BIND 10 #1177: NSEC support in new data source
BIND 10 Development
do-not-reply at isc.org
Thu Sep 22 22:39:57 UTC 2011
#1177: NSEC support in new data source
-------------------------------------+-------------------------------------
Reporter: | Owner: jinmei
jinmei | Status: reviewing
Type: task | Milestone:
Priority: major | Sprint-20110927
Component: data | Resolution:
source | Sensitive: 0
Keywords: | Sub-Project: DNS
Defect Severity: N/A | Estimated Difficulty: 5
Feature Depending on Ticket: | Total Hours: 0
Add Hours to Ticket: 0 |
Internal?: 0 |
-------------------------------------+-------------------------------------
Comment (by jinmei):
Replying to [comment:11 vorner]:
> > - I'm not sure if this comment is relevant, but at least NSEC should
> > be able to coexist with NS/CNAME (and as commented DS should be okay
> > with NS, too):
>
> I added the NSEC and NSEC3 (I expect that one is there too). The DS
needs separate
> bool variable, as it is not allowed with CNAME.
Hmm, that's true for NSEC3, but I see some subtle difference for that
case. NSEC3 RRs effectively belong to a separate name space of the
zone, so the rationale why the owner name of an NSEC3 can have other
types is different from the reason for RRSIG and NSEC. In that sense
I'd update the code comment to reflect the subtlety:
{{{
// NSEC and RRSIG can coexist with anything, otherwise
// we've seen something that can't live together with
potential
// CNAME or NS
}}}
(maybe it's sufficient to add NSEC3 in addition to NSEC though)
> > - operator+: I personally don't think this definition is intuitive.
> > I'd expect an 'operator+' (with two params) to take the same types
> > of arguments and to meet other natural expectations derived from the
> > arithmetic '+' operator (such as the commutative law). Also, while
> > admittedly this may purely be a matter of taste, I generally agree
> > with the concerns documented in the google's guideline:
> > http://google-
styleguide.googlecode.com/svn/trunk/cppguide.xml#Operator_Overloading
>
> Actually, I don't agree there at all with the google styleguide. Then
we're getting to the java world, where you have to write
string_a.equals(string_b), because it can't overload operators. That is
much less readable code than with ==.
Actually, I said "*generally* agree" due to such examples. My opinion
is that there are cases where operator overloading contributes to
better readability, and if the benefit outweighs the pitfalls I'd
rather prefer using them than dogmatically rejecting them.
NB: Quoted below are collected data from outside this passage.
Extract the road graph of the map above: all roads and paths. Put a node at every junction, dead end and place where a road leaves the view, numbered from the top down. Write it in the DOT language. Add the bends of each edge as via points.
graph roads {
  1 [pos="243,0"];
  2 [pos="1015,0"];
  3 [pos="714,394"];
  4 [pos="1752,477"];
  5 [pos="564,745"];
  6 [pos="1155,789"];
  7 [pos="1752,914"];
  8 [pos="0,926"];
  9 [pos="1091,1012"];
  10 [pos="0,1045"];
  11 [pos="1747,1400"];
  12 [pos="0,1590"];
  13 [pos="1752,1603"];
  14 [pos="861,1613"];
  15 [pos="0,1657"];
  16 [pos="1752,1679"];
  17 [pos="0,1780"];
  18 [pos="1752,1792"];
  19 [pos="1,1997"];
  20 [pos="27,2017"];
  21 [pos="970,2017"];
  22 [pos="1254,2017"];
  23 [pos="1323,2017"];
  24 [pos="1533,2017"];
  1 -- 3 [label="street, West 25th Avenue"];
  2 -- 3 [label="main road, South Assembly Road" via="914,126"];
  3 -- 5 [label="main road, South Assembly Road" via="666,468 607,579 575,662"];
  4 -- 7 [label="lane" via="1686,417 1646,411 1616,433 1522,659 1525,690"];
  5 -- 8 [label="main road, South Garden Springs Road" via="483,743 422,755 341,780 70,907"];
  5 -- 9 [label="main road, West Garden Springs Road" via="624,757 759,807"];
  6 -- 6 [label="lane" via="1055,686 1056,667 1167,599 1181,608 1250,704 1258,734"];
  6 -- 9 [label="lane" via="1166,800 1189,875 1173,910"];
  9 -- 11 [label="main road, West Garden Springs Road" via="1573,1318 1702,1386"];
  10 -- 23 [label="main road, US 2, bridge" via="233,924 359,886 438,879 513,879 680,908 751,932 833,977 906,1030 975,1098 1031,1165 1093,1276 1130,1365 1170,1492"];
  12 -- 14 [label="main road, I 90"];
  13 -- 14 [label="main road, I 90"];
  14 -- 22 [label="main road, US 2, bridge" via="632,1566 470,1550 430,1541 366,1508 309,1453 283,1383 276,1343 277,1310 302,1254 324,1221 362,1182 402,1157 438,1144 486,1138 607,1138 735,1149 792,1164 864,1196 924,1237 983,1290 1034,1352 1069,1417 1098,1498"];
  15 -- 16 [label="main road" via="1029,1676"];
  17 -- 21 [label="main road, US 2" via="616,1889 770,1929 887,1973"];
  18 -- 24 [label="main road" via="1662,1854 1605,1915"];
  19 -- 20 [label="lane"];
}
So it's
case by case basis, and I said "generally" because IMO different
people tend to have different views on clarity or intuitiveness and a
simple operator can often cause more confusion than clarity.
Now, for this particular case...
> As with this concrete operator ‒ adding an element to a set is something
I did see written this way in mathematics, mainly in graph theory and
combinatorics (and even substracting an element from set).
...I've not seen textbooks in these theoretical areas for more than a
decade so I don't quite remember the exact notation in such cases. I
can see it if the operator + is used exactly as the operation of
union, i.e., setA + { element_being_added }, and I can imagine that
the literature may introduce a convenient abbreviation of allowing
"{}" to be omitted.
But when I first saw the code, it was just confusing; I first thought
it was one of the magical class methods of std::map and went to see an
online manual (unsuccessfully), then I found the private definition in
database.cc with my natural expectation that it should be a symmetric
operator, then found it was not, surprised, read the definition more
closely, then finally understood it.
Once I followed all these steps, I saw the code was correct, and once
I understood it, it was not difficult to read the rest of the code.
But I needed to spend a certain amount of time and brain cycles until
I reached that point. In such a case I wouldn't consider the use of
operator overloading a reasonable abstraction. Note specifically that
I had to go to cplusplus.com before knowing this operator is actually
our own invention.
> So, to me, the use of the operator for this is much more intuitive than
+ with strings. You have a valid point with the commutative thing, but it
isn't used the other way around (in the code, nor in mathematics), even if
it could be, so I just saved myself writing another copy with switched
order of parameters.
> Even if the definition might be less intuitive, I think the intention is
clear where used and probably can't be confused with any other possible
use of the + operator.
As I said above, the intention is understandable (not sure if it's
"clear") once you follow the non trivial steps. But the question is
how intuitive and easy to understand the intent is to the majority of
the readers of the code who tries to understand and possibly update
it, compared to other, possibly more verbose ways. Due to the hassles
I explain, it's not so obvious to me at best.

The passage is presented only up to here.